To tackle this issue, the Dobrogea Litoral Water Basin Administration is implementing the second phase of a project—phase one was completed in 2017—that will reduce coastal erosion and protect against flooding by adding new sand to beaches, protecting cliffs with strips of stones and concrete, and renovating existing coastal infrastructure to protect over 17 000 hectares of wetlands under Natura 2000 status. The project will also protect marine ecosystems by constructing artificial reefs and other biostructures for marine habitats, as well as groynes and breakwaters −rock and concrete structures that weaken wave intensity.


“In Romania, we have several beaches which have only 10 to 20 metres of sand,” says Nicusor Buzgaru, the project manager at the Dobrogea Litoral Water Basin Administration. “This project directly impacts local people and their coastal businesses, but it also protects the local sea life in a way that is completely new.”

How to deal with coastal erosion

There is more to bringing back beaches than merely depositing tonnes of sand.

The Dobrogea Litoral Administration conducted several surveys over the broader Constanta area to measure wave patterns and force, to predict the effects of climate change on the area, and to study what size grain of sand is needed to stop or slow erosion.

“While fine sand is pleasing for tourists, it’s not reliable for combatting erosion since it’s easily carried away by the wind and the waves,” Buzgaru says. “We surveyed areas of the Black Sea and we found the proper grain size is located about 25 metres under the sea. Now we only need to transport it to dry land. Sounds easy, doesn’t it?”


Contractors vacuum up sand from the sea bottom and transports it through a two-kilometre pipeline. They deposit around 18 000 tonnes of wet sand on the beach every four hours. Bulldozers and other machinery then spread the sand out on the beach, until the level inside and outside the water is proportional.

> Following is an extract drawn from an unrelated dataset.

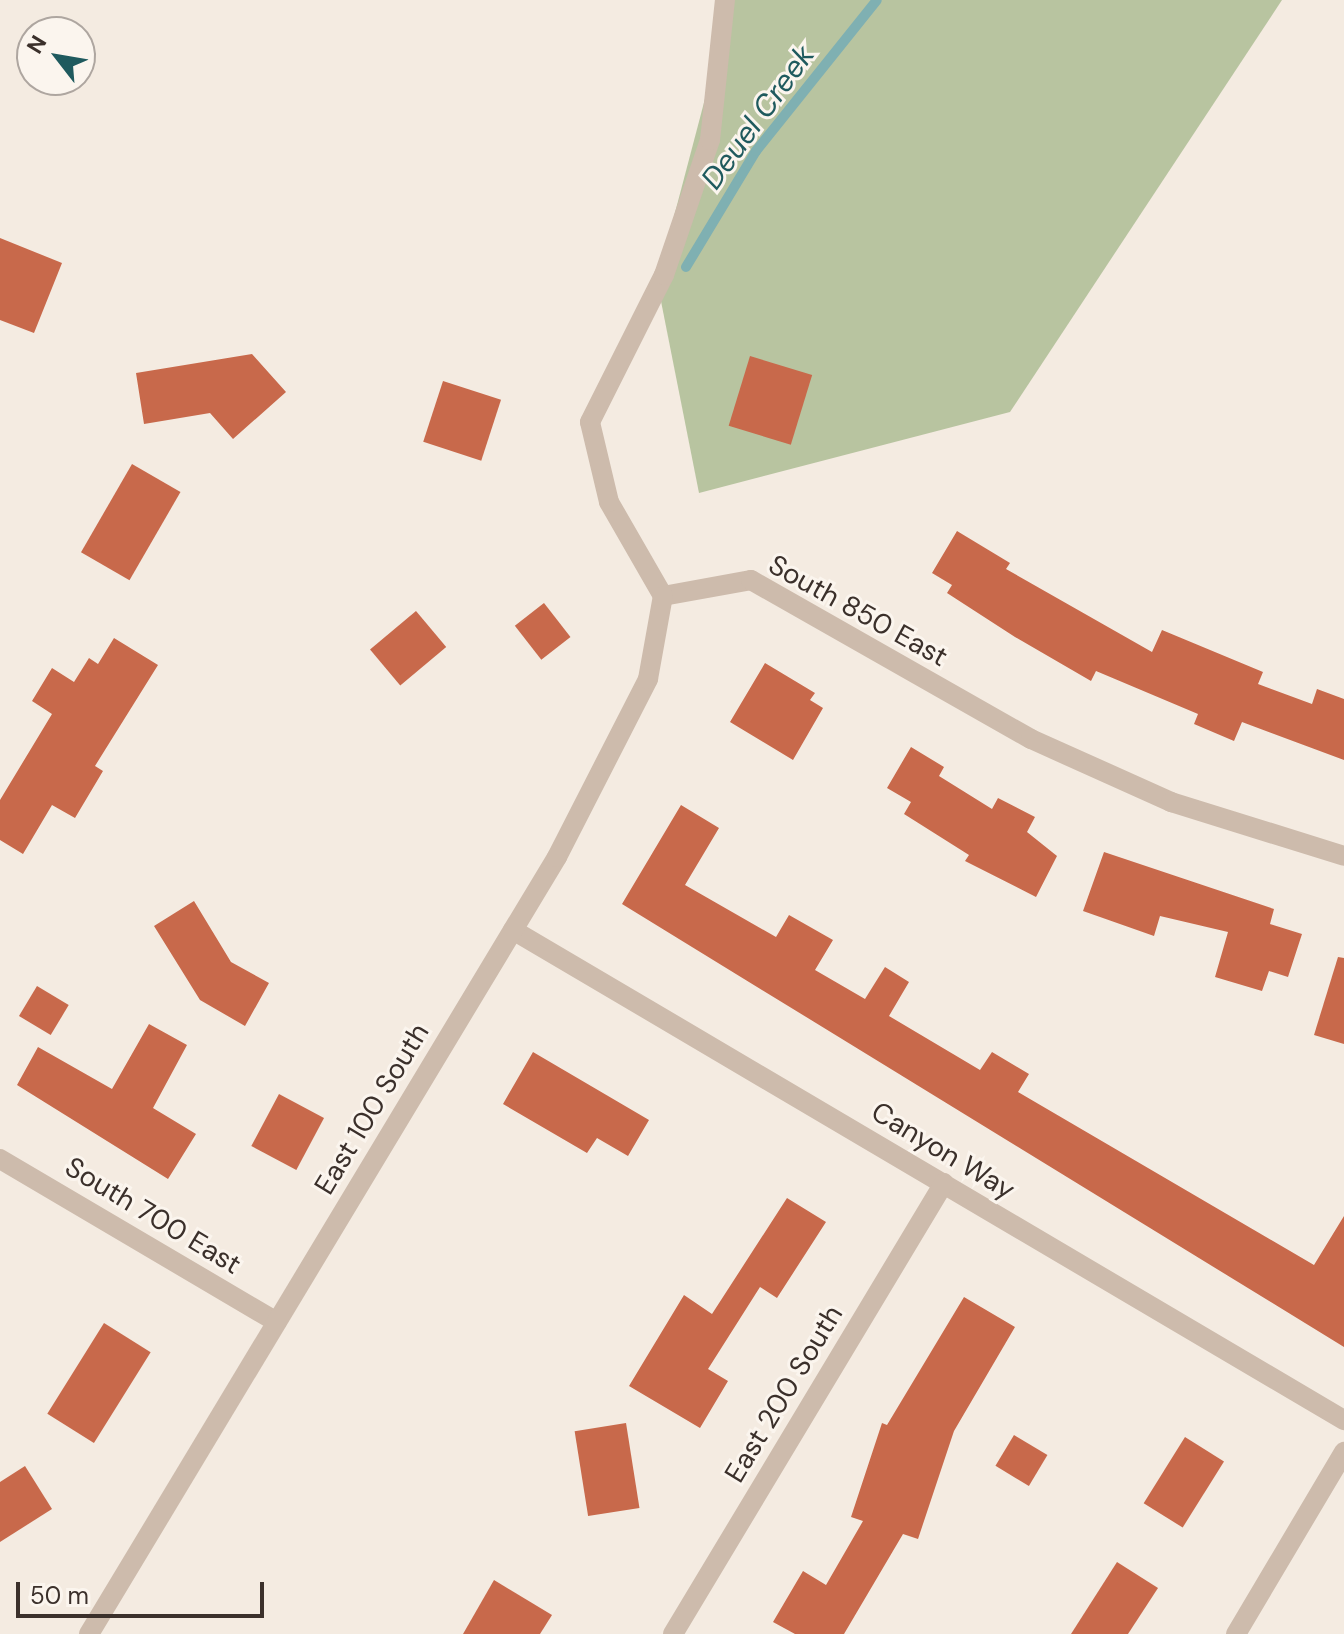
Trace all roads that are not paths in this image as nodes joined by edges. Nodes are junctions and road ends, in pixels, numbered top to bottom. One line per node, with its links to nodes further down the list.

Saving sea life along with the coastline

Constanta county has around 70 kilometres of coastline, of which over 40 kilometres are available for tourism, and a population of around 400 000 inhabitants living within the broader area of the coastal protected areas with over 1.3 million visitors annually. It’s work on the beaches that saves the county €17 million each year that it would otherwise have to spend as damage cost due to events like coastal flooding.

“The expansion of beaches through sand nourishment has had an immediate effect on local businesses and tourism,” Buzgaru says.

However, the second phase of project goes further in preventing environmental degradation of marine and coastal ecosystems, by constructing artificial reefs and implementing dedicated other measures to protect and bring back biodiversity.

“We’ve learned to find the right balance between coastal protection and environmental protection,” Buzgaru says. “We have created artificial reefs and bio-structures to encourage and stimulate the biodiversity in the area. We are working to bring back local species of fish, shells and sea plants that were all but gone, and to create new ecosystems. In the end, we save human businesses and nature.”